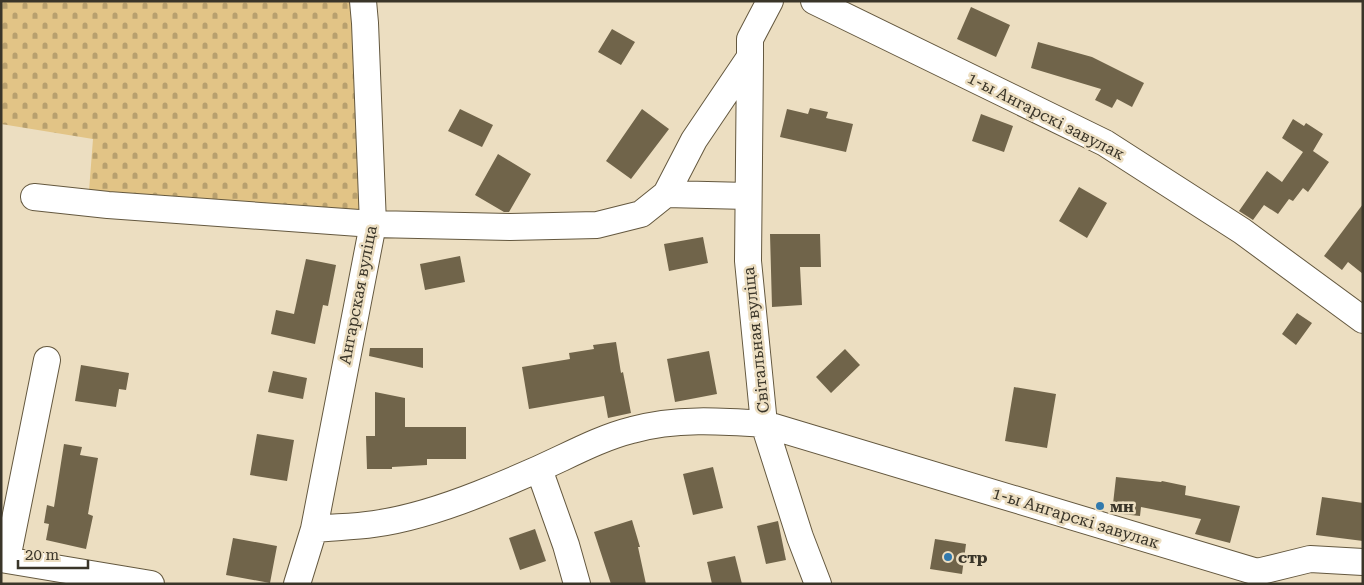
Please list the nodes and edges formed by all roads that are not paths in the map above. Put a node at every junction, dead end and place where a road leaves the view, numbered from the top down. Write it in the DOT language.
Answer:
graph roads {
  1 [pos="362,1"];
  2 [pos="770,1"];
  3 [pos="814,1"];
  4 [pos="750,57"];
  5 [pos="666,194"];
  6 [pos="748,196"];
  7 [pos="34,197"];
  8 [pos="373,224"];
  9 [pos="1363,320"];
  10 [pos="47,360"];
  11 [pos="764,424"];
  12 [pos="539,469"];
  13 [pos="314,529"];
  14 [pos="4,559"];
  15 [pos="1363,562"];
  16 [pos="1248,578"];
  17 [pos="151,584"];
  18 [pos="297,584"];
  19 [pos="577,584"];
  20 [pos="818,584"];
  1 -- 8 [label="street, Ангарская вуліца"];
  2 -- 4 [label="street, Світальная вуліца"];
  3 -- 9 [label="street, 1-ы Ангарскі завулак"];
  4 -- 5 [label="street"];
  4 -- 6 [label="street, Світальная вуліца"];
  5 -- 6 [label="street"];
  5 -- 8 [label="street"];
  6 -- 11 [label="street, Світальная вуліца"];
  7 -- 8 [label="street"];
  8 -- 13 [label="street, Ангарская вуліца"];
  10 -- 14 [label="street"];
  11 -- 12 [label="street, Світальная вуліца"];
  11 -- 16 [label="street, 1-ы Ангарскі завулак"];
  11 -- 20 [label="street"];
  12 -- 13 [label="street, Світальная вуліца"];
  12 -- 19 [label="street"];
  13 -- 18 [label="street, Ангарская вуліца"];
  14 -- 17 [label="street"];
  15 -- 16 [label="street, 1-ы Ангарскі завулак"];
}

++++++++++++++++++++

#### Task requirements
Repeat the listing word for word, and skip every picture it contains.

#### Answer section
Please list the nodes and edges formed by all roads that are not paths in the map above. Put a node at every junction, dead end and place where a road leaves the view, numbered from the top down. Write it in the DOT language.
Answer:
graph roads {
  1 [pos="362,1"];
  2 [pos="770,1"];
  3 [pos="814,1"];
  4 [pos="750,57"];
  5 [pos="666,194"];
  6 [pos="748,196"];
  7 [pos="34,197"];
  8 [pos="373,224"];
  9 [pos="1363,320"];
  10 [pos="47,360"];
  11 [pos="764,424"];
  12 [pos="539,469"];
  13 [pos="314,529"];
  14 [pos="4,559"];
  15 [pos="1363,562"];
  16 [pos="1248,578"];
  17 [pos="151,584"];
  18 [pos="297,584"];
  19 [pos="577,584"];
  20 [pos="818,584"];
  1 -- 8 [label="street, Ангарская вуліца"];
  2 -- 4 [label="street, Світальная вуліца"];
  3 -- 9 [label="street, 1-ы Ангарскі завулак"];
  4 -- 5 [label="street"];
  4 -- 6 [label="street, Світальная вуліца"];
  5 -- 6 [label="street"];
  5 -- 8 [label="street"];
  6 -- 11 [label="street, Світальная вуліца"];
  7 -- 8 [label="street"];
  8 -- 13 [label="street, Ангарская вуліца"];
  10 -- 14 [label="street"];
  11 -- 12 [label="street, Світальная вуліца"];
  11 -- 16 [label="street, 1-ы Ангарскі завулак"];
  11 -- 20 [label="street"];
  12 -- 13 [label="street, Світальная вуліца"];
  12 -- 19 [label="street"];
  13 -- 18 [label="street, Ангарская вуліца"];
  14 -- 17 [label="street"];
  15 -- 16 [label="street, 1-ы Ангарскі завулак"];
}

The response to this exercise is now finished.